== Segment start ==

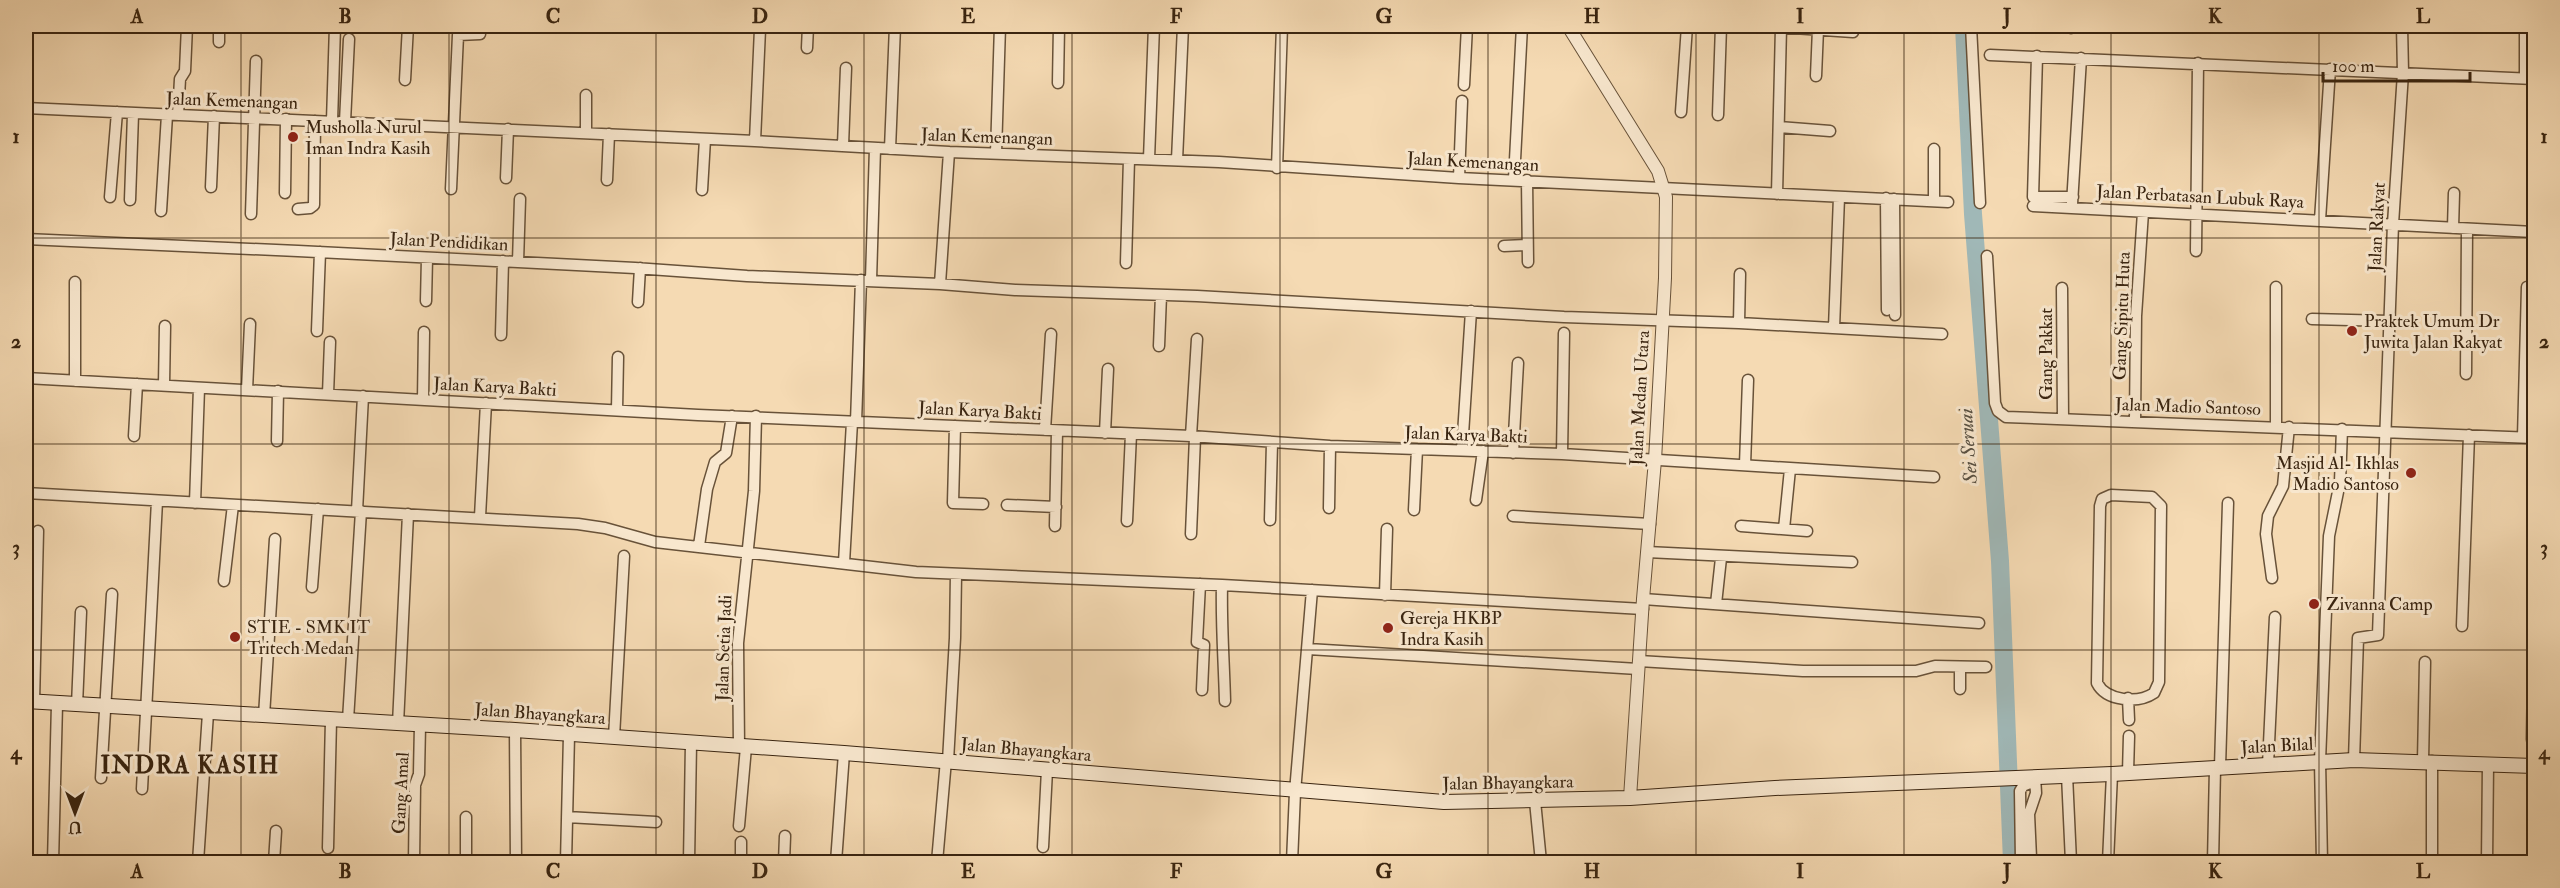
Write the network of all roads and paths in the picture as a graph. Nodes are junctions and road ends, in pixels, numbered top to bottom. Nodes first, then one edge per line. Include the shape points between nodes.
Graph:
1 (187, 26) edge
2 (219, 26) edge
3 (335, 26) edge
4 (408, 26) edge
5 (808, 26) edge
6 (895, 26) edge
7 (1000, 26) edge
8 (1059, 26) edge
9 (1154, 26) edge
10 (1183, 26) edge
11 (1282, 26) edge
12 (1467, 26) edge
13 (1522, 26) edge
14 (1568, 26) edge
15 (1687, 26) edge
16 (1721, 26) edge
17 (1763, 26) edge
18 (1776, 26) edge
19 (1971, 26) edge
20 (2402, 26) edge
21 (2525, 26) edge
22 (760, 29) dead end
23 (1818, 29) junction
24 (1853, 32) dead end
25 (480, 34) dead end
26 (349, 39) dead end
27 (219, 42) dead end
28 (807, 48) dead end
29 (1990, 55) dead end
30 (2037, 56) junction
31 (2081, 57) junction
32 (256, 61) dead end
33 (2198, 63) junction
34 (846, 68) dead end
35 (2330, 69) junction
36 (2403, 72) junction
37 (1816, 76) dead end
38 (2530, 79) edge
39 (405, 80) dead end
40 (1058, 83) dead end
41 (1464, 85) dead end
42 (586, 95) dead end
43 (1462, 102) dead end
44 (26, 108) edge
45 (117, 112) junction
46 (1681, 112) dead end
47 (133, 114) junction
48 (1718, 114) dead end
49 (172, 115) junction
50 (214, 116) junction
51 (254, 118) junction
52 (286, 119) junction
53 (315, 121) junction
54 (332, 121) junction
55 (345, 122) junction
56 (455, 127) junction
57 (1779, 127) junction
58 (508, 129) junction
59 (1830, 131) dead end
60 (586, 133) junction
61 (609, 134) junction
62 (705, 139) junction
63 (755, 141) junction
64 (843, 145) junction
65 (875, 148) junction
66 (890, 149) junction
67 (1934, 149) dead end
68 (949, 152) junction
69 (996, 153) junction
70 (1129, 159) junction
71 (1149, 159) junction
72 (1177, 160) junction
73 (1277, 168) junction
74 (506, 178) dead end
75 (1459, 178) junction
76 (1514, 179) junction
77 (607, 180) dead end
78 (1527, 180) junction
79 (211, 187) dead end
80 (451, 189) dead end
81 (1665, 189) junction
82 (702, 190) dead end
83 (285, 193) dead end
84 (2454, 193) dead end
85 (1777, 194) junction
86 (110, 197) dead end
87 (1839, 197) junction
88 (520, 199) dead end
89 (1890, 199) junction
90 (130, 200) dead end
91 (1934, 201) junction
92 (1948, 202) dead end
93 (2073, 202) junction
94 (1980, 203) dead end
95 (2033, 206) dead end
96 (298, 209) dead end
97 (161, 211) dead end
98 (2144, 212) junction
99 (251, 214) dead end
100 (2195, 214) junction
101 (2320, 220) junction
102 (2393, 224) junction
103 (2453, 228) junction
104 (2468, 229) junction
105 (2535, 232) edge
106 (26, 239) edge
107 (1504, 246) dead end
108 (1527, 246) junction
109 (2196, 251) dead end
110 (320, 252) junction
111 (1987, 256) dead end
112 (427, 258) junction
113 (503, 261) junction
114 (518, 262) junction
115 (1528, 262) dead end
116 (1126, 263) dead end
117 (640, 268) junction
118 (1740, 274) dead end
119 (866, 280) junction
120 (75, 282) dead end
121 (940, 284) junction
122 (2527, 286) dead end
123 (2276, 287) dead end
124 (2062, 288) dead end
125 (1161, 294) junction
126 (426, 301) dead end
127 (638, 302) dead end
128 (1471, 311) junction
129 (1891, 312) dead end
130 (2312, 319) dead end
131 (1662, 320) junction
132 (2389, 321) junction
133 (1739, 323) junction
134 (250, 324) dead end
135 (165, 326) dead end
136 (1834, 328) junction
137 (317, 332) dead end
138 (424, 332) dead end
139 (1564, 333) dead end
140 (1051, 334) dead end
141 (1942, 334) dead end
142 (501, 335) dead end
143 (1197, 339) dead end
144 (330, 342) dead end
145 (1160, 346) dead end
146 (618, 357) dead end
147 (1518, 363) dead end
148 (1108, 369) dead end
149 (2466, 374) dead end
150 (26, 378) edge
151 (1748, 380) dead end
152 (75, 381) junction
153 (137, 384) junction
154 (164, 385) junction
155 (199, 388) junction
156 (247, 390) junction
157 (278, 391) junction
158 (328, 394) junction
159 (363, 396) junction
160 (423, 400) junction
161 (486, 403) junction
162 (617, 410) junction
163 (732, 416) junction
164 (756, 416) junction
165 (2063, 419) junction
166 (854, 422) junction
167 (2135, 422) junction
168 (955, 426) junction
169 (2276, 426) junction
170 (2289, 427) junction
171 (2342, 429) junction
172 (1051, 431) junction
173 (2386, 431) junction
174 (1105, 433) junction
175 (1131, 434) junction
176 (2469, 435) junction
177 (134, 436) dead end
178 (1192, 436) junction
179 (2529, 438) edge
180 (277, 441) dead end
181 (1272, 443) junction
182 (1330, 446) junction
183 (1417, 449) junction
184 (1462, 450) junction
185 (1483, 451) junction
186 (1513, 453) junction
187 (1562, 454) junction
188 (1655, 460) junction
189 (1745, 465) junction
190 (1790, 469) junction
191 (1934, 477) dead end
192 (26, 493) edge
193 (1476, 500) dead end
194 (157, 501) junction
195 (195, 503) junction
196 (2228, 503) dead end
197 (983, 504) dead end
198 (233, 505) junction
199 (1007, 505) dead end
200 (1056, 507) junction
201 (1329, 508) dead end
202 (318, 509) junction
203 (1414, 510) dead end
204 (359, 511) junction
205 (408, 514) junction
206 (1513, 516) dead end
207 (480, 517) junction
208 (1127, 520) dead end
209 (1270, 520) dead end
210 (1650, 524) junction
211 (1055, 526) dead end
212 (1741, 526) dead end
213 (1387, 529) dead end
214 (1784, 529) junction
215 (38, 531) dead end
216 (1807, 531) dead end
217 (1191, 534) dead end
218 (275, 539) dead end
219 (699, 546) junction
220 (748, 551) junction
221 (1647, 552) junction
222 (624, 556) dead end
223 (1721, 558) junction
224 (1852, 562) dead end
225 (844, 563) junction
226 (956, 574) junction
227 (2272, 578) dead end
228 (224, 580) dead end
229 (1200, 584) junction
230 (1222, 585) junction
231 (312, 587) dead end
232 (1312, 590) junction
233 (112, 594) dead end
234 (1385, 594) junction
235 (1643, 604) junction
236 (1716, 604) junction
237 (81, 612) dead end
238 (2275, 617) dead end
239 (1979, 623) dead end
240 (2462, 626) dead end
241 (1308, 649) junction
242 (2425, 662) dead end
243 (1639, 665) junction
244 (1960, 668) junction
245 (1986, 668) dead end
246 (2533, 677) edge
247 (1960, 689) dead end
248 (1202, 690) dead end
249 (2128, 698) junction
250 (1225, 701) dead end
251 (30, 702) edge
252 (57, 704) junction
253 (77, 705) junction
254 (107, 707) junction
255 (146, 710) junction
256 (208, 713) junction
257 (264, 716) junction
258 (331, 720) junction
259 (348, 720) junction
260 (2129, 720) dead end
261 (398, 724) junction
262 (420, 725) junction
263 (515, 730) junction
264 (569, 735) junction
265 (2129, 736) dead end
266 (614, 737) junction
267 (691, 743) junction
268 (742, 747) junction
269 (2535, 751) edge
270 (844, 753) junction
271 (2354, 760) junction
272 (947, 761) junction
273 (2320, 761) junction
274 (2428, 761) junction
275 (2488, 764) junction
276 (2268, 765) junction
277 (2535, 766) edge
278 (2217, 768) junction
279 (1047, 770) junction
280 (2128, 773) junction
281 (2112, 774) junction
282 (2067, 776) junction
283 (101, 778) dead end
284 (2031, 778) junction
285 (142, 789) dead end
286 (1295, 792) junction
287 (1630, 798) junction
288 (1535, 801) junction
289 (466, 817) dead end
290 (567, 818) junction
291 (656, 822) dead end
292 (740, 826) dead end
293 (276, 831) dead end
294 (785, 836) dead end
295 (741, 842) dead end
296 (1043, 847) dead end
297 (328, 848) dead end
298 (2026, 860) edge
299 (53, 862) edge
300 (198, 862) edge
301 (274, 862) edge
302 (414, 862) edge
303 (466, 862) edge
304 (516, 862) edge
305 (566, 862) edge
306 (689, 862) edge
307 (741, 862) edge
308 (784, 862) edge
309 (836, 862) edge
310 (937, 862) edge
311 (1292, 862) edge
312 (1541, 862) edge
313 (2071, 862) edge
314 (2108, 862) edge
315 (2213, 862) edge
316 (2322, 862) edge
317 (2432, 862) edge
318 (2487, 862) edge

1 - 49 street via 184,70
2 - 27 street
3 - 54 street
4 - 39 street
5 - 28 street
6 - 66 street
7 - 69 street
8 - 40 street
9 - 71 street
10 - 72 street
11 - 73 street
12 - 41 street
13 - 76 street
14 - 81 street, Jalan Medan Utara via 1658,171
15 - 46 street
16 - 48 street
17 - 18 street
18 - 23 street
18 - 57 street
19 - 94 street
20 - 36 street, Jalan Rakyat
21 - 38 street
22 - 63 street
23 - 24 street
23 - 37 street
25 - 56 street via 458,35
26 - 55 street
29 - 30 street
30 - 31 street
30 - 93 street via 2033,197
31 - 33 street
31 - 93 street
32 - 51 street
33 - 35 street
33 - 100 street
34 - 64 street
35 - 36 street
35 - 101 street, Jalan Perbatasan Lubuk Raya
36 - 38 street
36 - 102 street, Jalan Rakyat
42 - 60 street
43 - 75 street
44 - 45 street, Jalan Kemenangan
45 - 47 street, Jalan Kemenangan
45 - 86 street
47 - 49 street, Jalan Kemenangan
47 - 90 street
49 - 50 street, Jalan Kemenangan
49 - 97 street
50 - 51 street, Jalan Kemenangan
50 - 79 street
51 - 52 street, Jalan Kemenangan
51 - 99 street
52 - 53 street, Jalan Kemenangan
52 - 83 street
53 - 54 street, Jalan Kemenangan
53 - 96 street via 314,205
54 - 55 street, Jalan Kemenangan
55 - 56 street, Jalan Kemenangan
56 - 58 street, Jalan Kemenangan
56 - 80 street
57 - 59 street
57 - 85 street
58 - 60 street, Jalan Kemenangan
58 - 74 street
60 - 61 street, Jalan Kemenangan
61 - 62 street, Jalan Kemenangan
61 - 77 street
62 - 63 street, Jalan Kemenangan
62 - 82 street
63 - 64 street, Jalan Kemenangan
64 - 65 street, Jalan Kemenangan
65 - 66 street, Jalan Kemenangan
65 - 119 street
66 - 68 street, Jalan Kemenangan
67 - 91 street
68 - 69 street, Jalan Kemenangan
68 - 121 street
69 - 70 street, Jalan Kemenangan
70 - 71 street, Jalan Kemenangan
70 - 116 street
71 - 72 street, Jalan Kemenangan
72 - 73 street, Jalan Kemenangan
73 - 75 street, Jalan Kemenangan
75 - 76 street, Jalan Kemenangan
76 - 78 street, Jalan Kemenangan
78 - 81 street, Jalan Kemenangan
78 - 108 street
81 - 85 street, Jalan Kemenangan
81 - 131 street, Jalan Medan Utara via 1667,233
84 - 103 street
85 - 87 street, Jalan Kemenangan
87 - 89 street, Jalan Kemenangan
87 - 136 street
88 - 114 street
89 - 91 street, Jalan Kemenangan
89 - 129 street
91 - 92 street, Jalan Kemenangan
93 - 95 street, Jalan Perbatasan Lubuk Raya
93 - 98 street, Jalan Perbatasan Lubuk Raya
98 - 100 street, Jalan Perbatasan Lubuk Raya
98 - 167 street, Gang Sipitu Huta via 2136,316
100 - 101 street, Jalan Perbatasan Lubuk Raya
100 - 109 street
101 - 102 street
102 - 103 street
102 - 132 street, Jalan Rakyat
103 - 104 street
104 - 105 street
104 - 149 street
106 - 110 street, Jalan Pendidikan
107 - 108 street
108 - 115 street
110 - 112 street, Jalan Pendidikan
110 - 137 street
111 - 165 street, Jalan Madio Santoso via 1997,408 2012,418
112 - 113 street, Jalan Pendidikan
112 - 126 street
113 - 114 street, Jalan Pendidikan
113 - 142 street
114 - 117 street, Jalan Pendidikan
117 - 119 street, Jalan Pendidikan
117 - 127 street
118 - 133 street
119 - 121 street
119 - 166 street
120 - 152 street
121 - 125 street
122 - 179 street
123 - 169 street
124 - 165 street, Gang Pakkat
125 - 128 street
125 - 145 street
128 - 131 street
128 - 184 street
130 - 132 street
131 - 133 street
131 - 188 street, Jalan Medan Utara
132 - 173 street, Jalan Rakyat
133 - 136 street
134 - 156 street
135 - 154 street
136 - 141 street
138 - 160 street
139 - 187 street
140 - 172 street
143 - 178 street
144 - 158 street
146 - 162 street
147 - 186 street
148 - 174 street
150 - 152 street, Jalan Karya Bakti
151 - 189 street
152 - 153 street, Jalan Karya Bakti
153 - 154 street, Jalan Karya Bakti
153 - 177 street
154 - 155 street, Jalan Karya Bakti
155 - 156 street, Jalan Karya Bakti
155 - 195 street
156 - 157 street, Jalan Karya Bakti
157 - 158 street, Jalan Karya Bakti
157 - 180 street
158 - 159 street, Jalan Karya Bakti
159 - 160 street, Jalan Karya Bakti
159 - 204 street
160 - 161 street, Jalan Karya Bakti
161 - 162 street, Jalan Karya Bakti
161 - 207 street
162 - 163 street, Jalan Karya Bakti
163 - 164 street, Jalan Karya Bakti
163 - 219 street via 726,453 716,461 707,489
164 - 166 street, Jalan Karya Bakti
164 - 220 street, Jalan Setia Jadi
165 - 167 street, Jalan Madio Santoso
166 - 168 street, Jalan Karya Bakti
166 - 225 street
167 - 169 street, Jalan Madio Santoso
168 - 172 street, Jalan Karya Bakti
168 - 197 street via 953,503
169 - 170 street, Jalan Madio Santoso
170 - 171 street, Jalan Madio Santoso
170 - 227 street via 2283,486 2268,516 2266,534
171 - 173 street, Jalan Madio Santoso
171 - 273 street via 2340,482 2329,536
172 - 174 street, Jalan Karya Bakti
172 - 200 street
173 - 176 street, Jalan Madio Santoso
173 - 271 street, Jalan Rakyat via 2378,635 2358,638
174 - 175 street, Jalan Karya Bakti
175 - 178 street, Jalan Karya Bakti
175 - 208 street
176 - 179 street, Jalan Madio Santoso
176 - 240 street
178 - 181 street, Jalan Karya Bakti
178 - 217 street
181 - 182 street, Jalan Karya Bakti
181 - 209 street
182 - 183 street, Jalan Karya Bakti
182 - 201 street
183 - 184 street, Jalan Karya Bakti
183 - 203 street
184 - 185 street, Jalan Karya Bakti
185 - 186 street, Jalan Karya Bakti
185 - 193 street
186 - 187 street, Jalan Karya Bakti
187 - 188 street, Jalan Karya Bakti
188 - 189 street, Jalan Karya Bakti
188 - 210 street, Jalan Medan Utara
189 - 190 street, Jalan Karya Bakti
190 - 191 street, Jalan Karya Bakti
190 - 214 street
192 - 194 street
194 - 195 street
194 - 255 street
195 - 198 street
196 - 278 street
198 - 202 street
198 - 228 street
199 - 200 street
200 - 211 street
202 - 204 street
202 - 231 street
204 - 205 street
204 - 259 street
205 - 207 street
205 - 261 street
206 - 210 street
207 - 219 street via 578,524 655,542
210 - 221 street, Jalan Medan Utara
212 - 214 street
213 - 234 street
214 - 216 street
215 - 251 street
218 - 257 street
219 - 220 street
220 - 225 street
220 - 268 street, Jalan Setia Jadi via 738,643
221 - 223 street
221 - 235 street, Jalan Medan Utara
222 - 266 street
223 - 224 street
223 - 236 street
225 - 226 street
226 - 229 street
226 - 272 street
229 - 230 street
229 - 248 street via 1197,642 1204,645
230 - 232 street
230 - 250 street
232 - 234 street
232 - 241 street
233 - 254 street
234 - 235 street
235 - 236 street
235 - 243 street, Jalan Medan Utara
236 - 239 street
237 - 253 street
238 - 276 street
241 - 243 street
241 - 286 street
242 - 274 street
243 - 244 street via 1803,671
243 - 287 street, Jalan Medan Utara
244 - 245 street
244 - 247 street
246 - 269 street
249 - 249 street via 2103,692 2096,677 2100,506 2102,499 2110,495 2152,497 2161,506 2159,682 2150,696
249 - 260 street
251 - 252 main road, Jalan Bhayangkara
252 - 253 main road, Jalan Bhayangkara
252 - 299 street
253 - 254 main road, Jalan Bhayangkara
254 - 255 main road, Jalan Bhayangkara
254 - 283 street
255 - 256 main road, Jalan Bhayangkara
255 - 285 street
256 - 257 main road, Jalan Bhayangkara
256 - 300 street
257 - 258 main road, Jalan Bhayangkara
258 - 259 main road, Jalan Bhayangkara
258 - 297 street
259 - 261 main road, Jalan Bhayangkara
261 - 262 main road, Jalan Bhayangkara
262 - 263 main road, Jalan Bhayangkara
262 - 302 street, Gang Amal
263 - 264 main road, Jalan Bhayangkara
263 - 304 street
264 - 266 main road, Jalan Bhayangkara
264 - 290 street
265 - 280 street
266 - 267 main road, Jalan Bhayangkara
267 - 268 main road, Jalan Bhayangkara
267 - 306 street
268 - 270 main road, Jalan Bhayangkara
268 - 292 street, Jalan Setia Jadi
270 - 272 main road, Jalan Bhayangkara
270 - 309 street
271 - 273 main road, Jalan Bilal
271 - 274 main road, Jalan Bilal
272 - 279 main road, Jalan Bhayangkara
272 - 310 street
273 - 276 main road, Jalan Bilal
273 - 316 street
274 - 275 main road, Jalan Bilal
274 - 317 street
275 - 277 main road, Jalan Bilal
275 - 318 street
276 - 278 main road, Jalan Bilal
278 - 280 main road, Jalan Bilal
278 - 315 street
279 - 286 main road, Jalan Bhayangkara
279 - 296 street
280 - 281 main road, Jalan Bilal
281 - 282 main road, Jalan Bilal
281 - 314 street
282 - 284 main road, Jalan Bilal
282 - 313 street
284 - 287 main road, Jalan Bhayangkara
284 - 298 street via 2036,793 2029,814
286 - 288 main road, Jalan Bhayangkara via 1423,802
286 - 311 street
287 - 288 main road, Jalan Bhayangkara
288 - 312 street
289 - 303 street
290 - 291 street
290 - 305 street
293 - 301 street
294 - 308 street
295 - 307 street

== Segment end ==

DESCRIPTION OF THE TASK: Copy each line above that has the word "Setia".

RESPONSE AREA:
164 - 220 street, Jalan Setia Jadi
220 - 268 street, Jalan Setia Jadi via 738,643
268 - 292 street, Jalan Setia Jadi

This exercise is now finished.